[Stored data]
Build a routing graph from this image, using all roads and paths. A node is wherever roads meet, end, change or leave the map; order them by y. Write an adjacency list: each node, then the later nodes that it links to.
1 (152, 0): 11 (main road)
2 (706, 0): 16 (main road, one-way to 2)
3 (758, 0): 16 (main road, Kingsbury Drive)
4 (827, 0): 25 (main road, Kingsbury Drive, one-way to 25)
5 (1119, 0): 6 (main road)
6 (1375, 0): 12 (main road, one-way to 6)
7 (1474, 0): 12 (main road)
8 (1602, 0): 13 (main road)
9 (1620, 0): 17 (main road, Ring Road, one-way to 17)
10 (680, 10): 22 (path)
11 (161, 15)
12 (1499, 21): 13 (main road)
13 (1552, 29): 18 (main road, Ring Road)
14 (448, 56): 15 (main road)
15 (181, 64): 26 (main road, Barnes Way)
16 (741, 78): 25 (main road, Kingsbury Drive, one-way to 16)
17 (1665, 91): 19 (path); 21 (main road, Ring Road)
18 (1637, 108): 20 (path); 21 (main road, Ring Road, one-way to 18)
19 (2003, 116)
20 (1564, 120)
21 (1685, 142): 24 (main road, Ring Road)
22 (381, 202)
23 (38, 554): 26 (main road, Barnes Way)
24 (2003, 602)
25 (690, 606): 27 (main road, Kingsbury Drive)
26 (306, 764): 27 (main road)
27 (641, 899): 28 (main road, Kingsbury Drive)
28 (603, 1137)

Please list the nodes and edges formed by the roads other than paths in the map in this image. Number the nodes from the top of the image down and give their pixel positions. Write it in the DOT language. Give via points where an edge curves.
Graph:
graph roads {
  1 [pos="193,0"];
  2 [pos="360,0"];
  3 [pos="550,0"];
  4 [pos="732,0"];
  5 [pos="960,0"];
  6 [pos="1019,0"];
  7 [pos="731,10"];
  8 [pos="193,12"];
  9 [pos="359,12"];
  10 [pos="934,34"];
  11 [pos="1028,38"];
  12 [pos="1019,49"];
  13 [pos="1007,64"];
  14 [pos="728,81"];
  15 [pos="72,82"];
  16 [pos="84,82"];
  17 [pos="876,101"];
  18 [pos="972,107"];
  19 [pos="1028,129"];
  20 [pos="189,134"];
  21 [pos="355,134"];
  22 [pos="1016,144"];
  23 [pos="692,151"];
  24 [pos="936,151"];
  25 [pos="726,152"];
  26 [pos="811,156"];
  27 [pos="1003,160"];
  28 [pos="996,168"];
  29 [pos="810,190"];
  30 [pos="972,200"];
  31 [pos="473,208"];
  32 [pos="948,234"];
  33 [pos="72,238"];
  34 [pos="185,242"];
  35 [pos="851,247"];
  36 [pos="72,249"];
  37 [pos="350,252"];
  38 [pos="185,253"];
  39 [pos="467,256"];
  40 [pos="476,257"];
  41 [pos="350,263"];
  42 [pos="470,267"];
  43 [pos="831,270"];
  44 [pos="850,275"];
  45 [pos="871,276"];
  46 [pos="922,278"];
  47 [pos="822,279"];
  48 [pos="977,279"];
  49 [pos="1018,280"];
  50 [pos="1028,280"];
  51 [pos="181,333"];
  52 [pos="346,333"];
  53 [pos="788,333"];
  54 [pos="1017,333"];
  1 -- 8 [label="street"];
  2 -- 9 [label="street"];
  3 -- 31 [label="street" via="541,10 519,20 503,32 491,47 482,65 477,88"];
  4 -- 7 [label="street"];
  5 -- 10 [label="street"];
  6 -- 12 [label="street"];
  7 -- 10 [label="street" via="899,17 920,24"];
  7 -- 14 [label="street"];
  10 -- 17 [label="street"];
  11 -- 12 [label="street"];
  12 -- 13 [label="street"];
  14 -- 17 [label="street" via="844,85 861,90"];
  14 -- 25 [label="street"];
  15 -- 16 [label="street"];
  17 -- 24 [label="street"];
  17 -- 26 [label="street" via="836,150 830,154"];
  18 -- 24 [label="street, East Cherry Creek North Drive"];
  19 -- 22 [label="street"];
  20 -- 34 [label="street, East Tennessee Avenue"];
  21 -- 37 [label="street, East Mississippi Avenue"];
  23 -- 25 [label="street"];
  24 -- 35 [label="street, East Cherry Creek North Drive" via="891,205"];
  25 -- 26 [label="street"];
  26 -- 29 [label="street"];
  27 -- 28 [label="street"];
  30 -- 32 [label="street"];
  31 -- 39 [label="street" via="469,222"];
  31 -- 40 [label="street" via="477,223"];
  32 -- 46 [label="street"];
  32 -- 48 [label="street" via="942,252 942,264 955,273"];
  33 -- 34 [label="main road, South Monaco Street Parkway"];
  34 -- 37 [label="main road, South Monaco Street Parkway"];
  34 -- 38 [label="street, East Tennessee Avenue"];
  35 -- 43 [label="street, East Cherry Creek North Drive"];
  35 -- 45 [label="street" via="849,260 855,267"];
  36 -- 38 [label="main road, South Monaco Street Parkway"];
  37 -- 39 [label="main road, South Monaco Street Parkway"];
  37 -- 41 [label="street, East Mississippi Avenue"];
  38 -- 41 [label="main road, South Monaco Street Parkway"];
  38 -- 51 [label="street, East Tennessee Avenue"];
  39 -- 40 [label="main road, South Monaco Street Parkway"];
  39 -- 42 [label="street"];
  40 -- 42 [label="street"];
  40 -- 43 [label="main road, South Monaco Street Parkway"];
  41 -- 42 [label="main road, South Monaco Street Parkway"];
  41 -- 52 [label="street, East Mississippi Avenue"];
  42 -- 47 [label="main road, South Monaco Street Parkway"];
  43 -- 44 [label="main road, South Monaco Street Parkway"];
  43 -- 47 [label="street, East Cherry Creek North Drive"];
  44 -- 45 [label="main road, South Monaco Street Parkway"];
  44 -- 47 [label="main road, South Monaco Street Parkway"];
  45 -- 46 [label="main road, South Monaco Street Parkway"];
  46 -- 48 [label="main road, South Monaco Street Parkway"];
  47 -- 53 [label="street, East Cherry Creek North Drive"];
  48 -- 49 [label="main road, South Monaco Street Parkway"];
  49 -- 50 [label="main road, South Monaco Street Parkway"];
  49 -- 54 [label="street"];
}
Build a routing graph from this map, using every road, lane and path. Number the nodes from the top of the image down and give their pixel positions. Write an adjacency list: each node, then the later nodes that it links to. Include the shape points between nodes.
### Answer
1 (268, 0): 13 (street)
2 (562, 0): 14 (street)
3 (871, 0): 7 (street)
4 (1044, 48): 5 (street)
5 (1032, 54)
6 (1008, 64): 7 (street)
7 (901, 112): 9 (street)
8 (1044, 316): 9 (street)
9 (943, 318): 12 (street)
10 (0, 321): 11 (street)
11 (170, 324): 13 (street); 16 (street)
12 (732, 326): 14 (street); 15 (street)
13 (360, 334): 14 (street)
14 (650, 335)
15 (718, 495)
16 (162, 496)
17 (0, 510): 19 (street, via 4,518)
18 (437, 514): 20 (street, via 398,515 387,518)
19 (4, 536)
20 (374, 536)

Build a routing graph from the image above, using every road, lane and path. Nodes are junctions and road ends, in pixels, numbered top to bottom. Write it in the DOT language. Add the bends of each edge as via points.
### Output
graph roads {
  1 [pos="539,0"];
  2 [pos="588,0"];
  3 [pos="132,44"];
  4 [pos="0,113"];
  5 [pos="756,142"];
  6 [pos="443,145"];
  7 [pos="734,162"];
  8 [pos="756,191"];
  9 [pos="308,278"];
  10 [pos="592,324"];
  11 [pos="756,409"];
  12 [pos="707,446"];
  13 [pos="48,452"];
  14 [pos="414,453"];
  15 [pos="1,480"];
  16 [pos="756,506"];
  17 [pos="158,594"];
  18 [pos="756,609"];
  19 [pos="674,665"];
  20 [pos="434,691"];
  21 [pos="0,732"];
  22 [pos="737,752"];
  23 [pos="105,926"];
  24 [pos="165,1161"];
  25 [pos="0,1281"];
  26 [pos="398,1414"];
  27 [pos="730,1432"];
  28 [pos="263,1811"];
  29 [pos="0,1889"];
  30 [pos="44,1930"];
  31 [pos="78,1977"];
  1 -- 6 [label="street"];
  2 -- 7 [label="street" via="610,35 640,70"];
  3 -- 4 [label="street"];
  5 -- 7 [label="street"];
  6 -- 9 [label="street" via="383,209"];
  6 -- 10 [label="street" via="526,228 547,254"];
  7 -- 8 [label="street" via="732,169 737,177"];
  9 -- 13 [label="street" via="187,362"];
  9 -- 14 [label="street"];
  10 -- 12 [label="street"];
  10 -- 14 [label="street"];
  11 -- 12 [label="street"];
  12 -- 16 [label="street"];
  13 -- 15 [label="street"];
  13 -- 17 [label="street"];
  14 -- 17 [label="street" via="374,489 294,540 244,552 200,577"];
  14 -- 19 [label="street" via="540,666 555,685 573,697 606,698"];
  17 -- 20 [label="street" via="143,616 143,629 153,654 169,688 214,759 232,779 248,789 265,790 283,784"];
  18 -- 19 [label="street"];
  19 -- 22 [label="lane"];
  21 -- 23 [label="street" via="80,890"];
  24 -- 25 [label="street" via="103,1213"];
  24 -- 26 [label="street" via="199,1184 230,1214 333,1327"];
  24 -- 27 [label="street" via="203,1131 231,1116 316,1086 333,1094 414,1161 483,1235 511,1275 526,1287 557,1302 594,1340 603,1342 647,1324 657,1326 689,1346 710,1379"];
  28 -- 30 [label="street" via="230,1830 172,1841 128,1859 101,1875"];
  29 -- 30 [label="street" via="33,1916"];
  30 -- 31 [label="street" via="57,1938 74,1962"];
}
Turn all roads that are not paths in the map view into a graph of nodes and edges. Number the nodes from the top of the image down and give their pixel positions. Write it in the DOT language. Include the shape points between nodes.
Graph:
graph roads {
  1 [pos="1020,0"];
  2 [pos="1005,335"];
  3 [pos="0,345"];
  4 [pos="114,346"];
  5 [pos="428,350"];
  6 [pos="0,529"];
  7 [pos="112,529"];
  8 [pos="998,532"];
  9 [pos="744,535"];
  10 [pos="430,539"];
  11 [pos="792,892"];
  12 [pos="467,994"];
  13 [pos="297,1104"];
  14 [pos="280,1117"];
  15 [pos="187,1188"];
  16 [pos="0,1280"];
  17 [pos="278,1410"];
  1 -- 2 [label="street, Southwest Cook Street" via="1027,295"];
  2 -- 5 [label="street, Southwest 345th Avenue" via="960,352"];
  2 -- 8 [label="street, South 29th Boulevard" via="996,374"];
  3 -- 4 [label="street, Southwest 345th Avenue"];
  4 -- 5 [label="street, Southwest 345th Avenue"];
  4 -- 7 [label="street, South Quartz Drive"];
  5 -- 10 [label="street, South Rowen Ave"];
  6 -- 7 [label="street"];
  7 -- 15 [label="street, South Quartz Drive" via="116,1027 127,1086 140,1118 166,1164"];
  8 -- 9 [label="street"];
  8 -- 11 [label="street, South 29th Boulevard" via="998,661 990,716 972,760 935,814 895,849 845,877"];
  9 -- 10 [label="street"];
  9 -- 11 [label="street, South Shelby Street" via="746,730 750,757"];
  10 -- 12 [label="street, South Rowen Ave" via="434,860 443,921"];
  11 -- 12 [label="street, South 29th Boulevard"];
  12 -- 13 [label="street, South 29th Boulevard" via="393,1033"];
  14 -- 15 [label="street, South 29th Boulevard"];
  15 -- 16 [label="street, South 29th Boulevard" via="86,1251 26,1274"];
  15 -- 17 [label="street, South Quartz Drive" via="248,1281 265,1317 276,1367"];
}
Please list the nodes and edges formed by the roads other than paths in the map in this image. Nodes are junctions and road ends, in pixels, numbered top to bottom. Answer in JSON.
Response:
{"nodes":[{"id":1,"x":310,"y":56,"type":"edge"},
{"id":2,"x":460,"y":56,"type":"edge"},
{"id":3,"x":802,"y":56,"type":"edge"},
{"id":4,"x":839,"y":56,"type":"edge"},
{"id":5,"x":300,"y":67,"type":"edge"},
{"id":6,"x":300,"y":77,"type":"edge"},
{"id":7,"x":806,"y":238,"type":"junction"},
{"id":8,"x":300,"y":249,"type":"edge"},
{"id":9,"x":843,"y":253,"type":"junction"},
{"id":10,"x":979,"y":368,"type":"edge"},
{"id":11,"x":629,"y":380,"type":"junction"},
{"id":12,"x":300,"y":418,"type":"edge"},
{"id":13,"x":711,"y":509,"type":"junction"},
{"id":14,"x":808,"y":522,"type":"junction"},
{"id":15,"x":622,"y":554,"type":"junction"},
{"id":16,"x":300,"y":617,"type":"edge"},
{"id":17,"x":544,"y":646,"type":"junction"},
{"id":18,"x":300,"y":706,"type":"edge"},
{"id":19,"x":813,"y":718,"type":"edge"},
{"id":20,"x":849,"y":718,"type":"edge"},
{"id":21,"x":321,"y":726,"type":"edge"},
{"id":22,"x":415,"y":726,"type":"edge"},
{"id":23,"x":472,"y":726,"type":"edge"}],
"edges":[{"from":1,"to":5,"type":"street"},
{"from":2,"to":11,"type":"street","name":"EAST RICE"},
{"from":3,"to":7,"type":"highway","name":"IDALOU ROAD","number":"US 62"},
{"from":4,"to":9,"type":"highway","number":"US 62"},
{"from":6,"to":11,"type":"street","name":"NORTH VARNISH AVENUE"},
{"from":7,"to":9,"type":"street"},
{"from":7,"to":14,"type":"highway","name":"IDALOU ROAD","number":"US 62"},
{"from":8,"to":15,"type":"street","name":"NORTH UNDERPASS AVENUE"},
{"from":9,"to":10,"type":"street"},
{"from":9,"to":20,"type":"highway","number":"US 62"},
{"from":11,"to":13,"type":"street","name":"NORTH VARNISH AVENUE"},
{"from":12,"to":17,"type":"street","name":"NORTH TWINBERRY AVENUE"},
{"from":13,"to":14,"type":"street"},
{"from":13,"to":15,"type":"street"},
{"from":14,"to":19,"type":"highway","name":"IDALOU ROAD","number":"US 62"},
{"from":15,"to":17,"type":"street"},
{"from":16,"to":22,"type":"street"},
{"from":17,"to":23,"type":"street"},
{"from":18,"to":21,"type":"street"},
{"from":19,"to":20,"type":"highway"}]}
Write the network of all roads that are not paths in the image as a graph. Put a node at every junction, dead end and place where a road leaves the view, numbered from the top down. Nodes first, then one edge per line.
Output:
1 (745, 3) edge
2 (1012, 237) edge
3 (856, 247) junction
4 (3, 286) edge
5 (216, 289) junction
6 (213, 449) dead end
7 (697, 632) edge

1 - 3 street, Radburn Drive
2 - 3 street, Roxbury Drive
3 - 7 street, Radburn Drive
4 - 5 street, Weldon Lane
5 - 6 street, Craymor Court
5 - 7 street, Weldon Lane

◆ INSTRUCTIONS FOR THE TASK ◆
Working from the records above, tally the lines that contain "Answer" and give only the total.

◆ EXERCISE RESULT ◆
2